You guessed it, it's one of those posts again. It has been a while since I wrote about it, because I guess there has been other stuff that's felt more important (he he, or something, it's not like there is a lot on this blog that's important for real), but I am still as single and desperate as ever. I have hoped for change so many times, but so far nothing has happened. You know all of this, and you know that I am fine with it most of the time (it happens when it happens you know, I believe this 9 times out of 10, or maybe not that often but irregardless often enough to get by).
But you also know that there are moments when things aren't fine, when it gets a little too much for me. These moments are rare enough so that they aren't a problem and they tend to pass quite quickly, but sometimes a lingering feeling stays inside my head.
It's the summer that does it (at the moment anyway). Couples seem to be everywhere (or perhaps it's just that my brain notices them at the moment, I really couldn't tell), and they all seem to be perfectly happy. Their world seem to be in order and all their issues seems to be packed up somewhere deep inside never to be looked at again. And even though I know that this is not true, that a guy would (/does) not magically fix other issues (such as body image and stuff, you know my messed up mind so I will not get into that now) I can't help but to think that it'd help.
Also (and this might sound strange but whatever), I just want someone close. I want someone to hold me, to feel another persons body next to mine. Love is in the little things, I want that.
*Sigh* is it really too much to ask?
It's like Ella Wheeler Wilcox says:
When you laugh; the world laughs with you.
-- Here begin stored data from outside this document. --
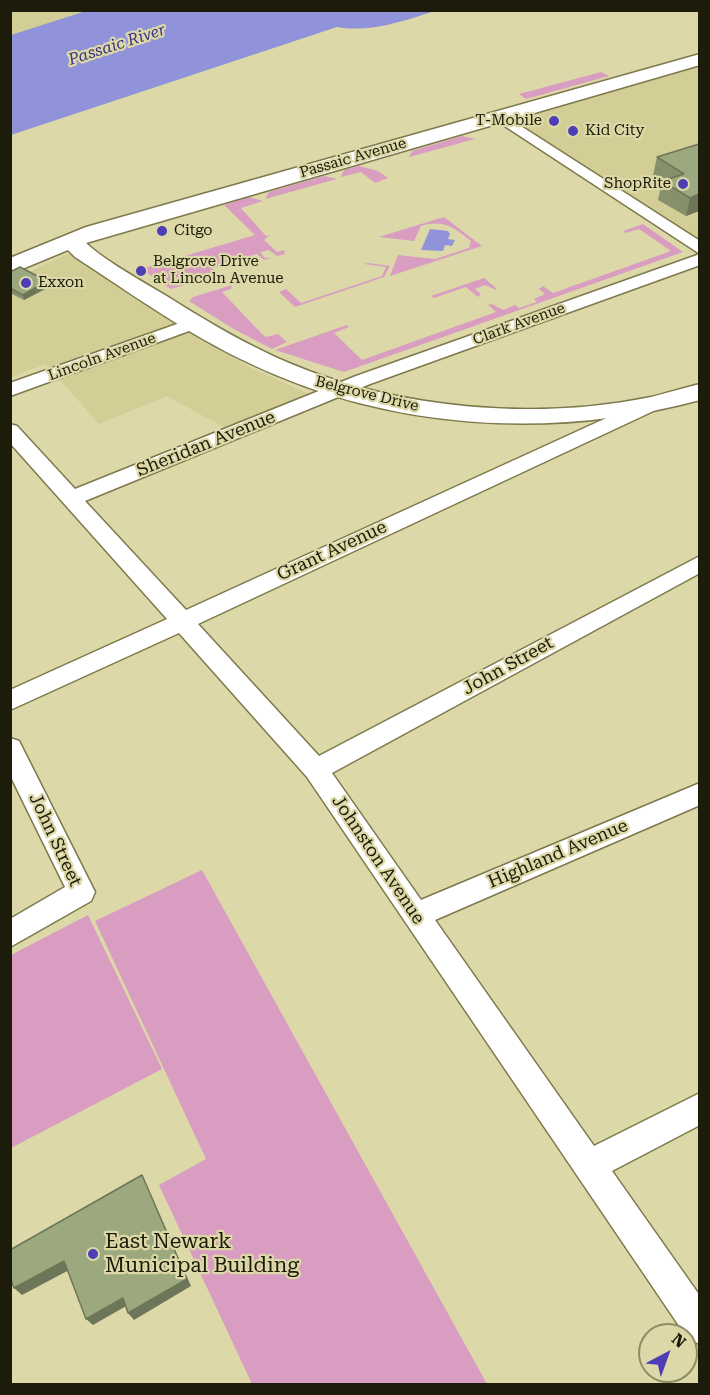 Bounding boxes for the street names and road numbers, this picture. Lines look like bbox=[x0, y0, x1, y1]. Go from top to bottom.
street label: Passaic Avenue bbox=[297, 134, 409, 182]
street label: Clark Avenue bbox=[470, 299, 568, 349]
street label: Lincoln Avenue bbox=[46, 329, 158, 385]
street label: Belgrove Drive bbox=[313, 372, 421, 416]
street label: Sheridan Avenue bbox=[133, 406, 279, 482]
street label: Grant Avenue bbox=[274, 516, 390, 586]
street label: John Street bbox=[459, 632, 557, 700]
street label: John Street bbox=[24, 790, 86, 890]
street label: Johnston Avenue bbox=[327, 791, 429, 929]
street label: Highland Avenue bbox=[485, 815, 631, 893]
When you weep; you weep alone.
This is so true, and you never feel it as clearly when you feel like you're alone in a crowd. I have my family and I love them so much that there isn't even words for it, but it's not the same thing. Also I have my friends, and I love them too; but neither of these relationships give me what a relationship with a guy would (naturally, and not just the psycal part, but it's a different kind of connection too).
I realize as I am correcting the spelling misstakes (don't you just love spell-check?) that this post is very blue. But don't worry about me please, I am really fine. It's just my mind that plays tricks on me in the middle of the night again. Everyone is lonely sometimes, and I have wished for a boyfriend for such a long time now that I am used to the feeling. I'll be fine. Promise.
Take care guys. Matane.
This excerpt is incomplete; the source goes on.